So as a result of discussing BW & MG in other forums recently, I’ve been told by several folks that the process of awarding MVP, Workhorse & Embodiment at the end of session of play is “contentious” or “divisive”. This totally gobsmacked me. I noted in many cases the person said “I don’t like /voting/ for MVP” and I went out of my way to point out the book says “don’t vote, decide” but this was brushed off.
I’ve always seen this as an opportunity to celebrate folks who had a special moment that night, or who made a significant contribution to everybody’s fun. It never occurred to me these awards could be seen as competitive.
Mmm…on occasion, with folks who aren’t really on-board with the whole BW ethos. Very rarely. It’s disappointing and frustrating when it happens.
I do think there’s a confrontational vibe that I’ve seen BW bring out in some players. That’s all good if people are being principled, but if they start in on that because they want their scooby snax, that’s a bunch of bullshit.
I’ve played in non-BW games where the GM does something similar, by handing out bonus XP or whatever to the “MVP”, best roleplayer, etc. We did this in WoD and Reign. Worked great.
I’ve never seen anybody complain about this before. Some people get a bit uncomfortable about having to analyze others’ RPing though. And, depending on the group, you might end up with the same player getting the bennies every session, which can be frustrating for the other players and somewhat embarrassing for the guy receiving the awards.
That happened to me in our Reign campaign, actually. I won “best RPer” three sessions in a row. Was nice, but it made me too self-conscious, like I felt I was maybe hogging the spotlight too much.
I’ve never experienced these awards as contentious.
When we get to these awards, the first thing a group does is ask: What was the key moment of the session? Was there a test that everything turned upon?
Generally it’s pretty clear what the moment was and who the key player was in that moment. That person is the MVP.
Sometimes there is no key moment. Maybe it was a low-key session, or everyone was pursuing their individual Beliefs and not a communal goal. In that case we simply don’t award the point.
It’s the same with Workhorse. It’s often pretty obvious who the Workhorse is. They’ve spent their spotlight time doing the things to set the stage for the MVP moment rather than taking center stage at the most exciting moments. They’ve usually been lending lots of helping dice to everyone. Again though, if there’s no Workhorse then we don’t award the point.
Embodiment is generally a once every few sessions kind of award. It’s for those moments when a player’s roleplaying gives you a deeper and richer understanding of the character. When that happens in a session, generally everybody realizes it and no one is shy about awarding that player an Embodiment point.
Personally I like Embodiment as it’s rewarding people for roleplaying really well and that will enhance any gaming session. The other two bring in a bigger focus on being better than the other players though, given that you are supposed to actively go for the rewards, and there are some aspects there that I don’t know if I feel they enhance the group dynamic. As always thing will of course differ depending on which people you are playing with.

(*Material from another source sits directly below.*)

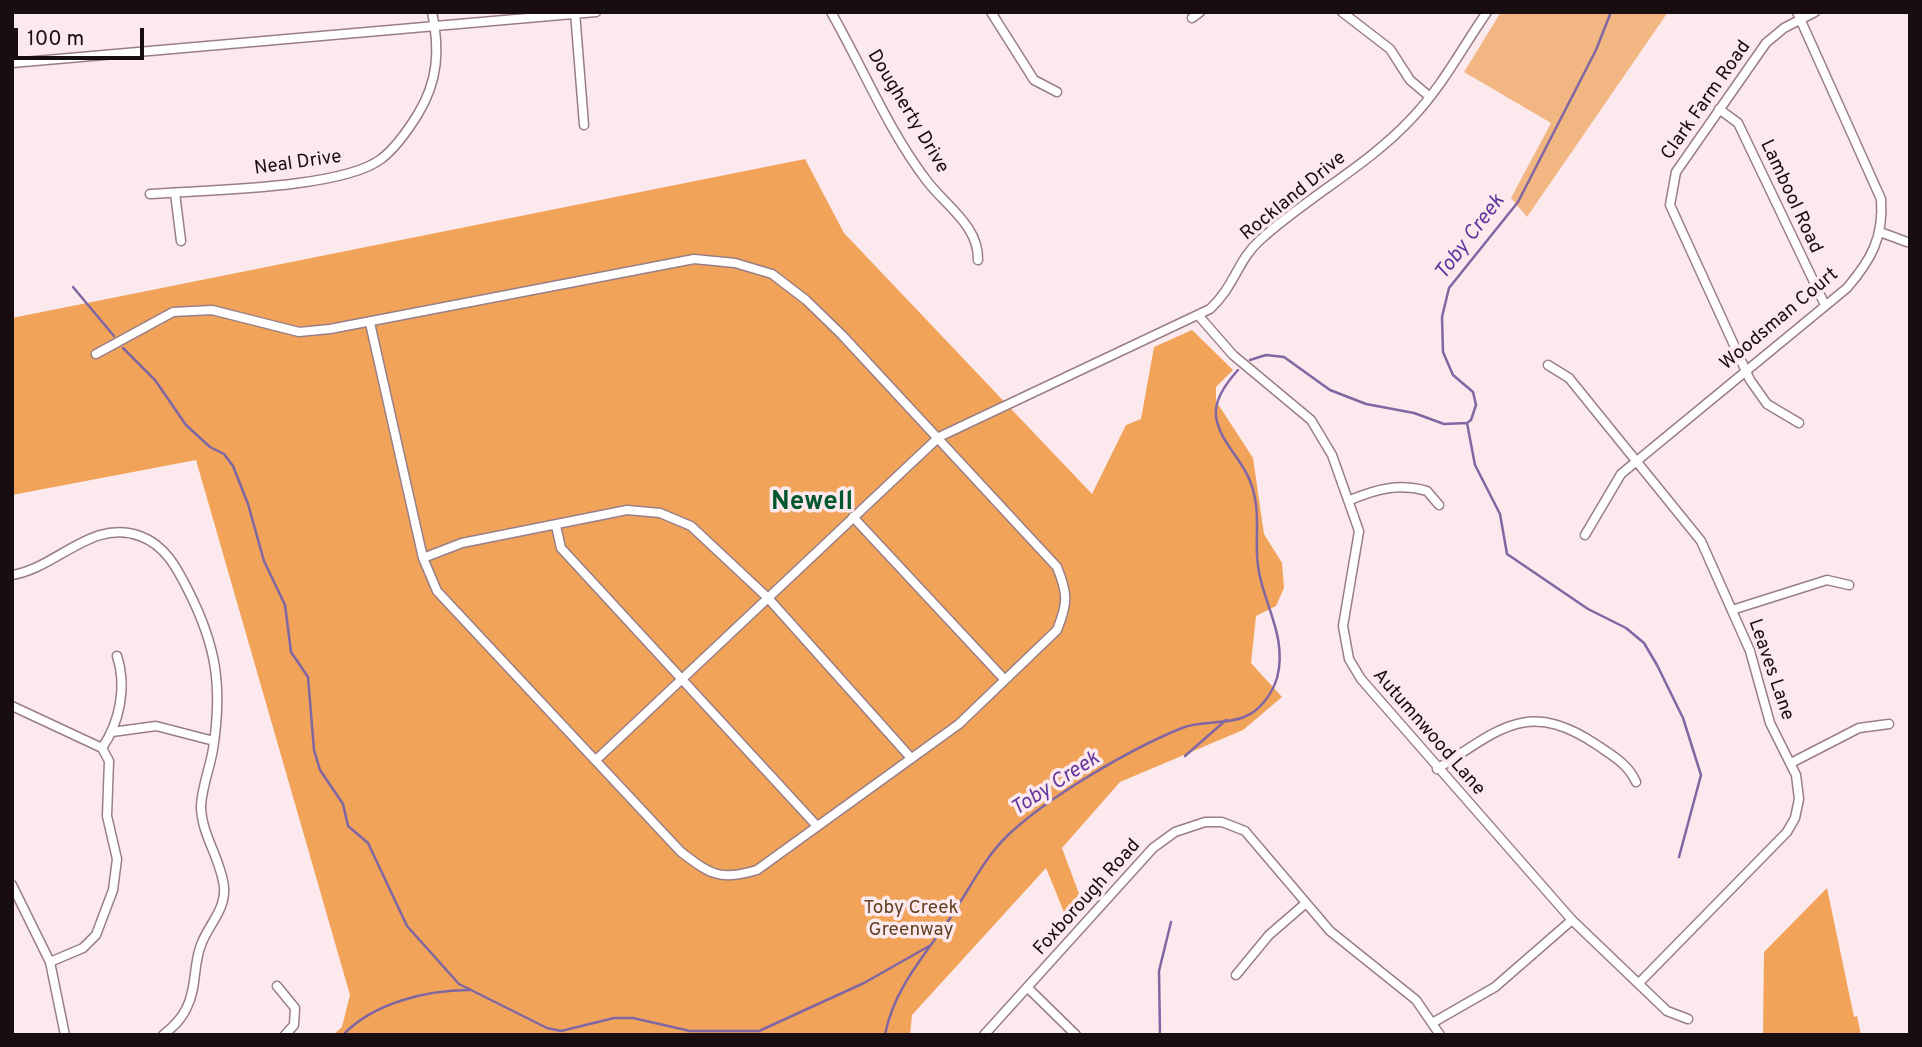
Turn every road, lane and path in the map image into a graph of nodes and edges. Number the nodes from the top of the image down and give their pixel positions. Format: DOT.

I don’t like straight-up “roleplaying awayrds”, but I think MVP, Workhorse, and Embodiment are working on a different level. You’re not judging “roleplaying” from an on-high pseudo-objective standpoint. Rather, you’re being asked to think about how the other players’ contribution to a session affected your fun. Who stepped up to drive the story forward? Who worked diligently to set up fun stuff for the other players? Who changed your mind about his character? You’re not telling people “You’re a good roleplayer” (or, conversely, “You’re a bad roleplayer”); you’re telling them “Thank you for making this game extra-fun.”
I think MVP and workhorse work both ways. On the one hand players get rewarded for positive behavior
On the other hand the gm notices when certain players haven’t been in the spotlight for some time. Especially with MVP, when a player hasn’t been receiving it for while, it’s time to hit his beliefs, hard!
I always saw this as a positive thing, you get a chance to go around the table and talk about what everyone did that was awesome, and by the end, the group celebrates one person for really pushing it in good ways. Even if you don’t get the reward, you hear about things you did that other players liked, that maybe you didn’t even think about.
It’s a post session check in about “What do we like? What do we want to see more of? And by the way, you’re awesome for that!”
I was just discussing that with a co-player in our BW game, who plays in my RQ game. I’m thinking of tying POW gain rolls to Beliefs the players write up for their PC’s. I love the easy way BW gameplay flows, with a bit less prep for the GM. It’s too cool.
I can see how it is contentious—but at the same time it is something that I have been forcing my players to do in every game. It also hurts if the players who think it is contentious have not been writing good Beliefs. Having a steady supply from Beliefs will make them feel better about awarding a player for being an MVP or Workhorse.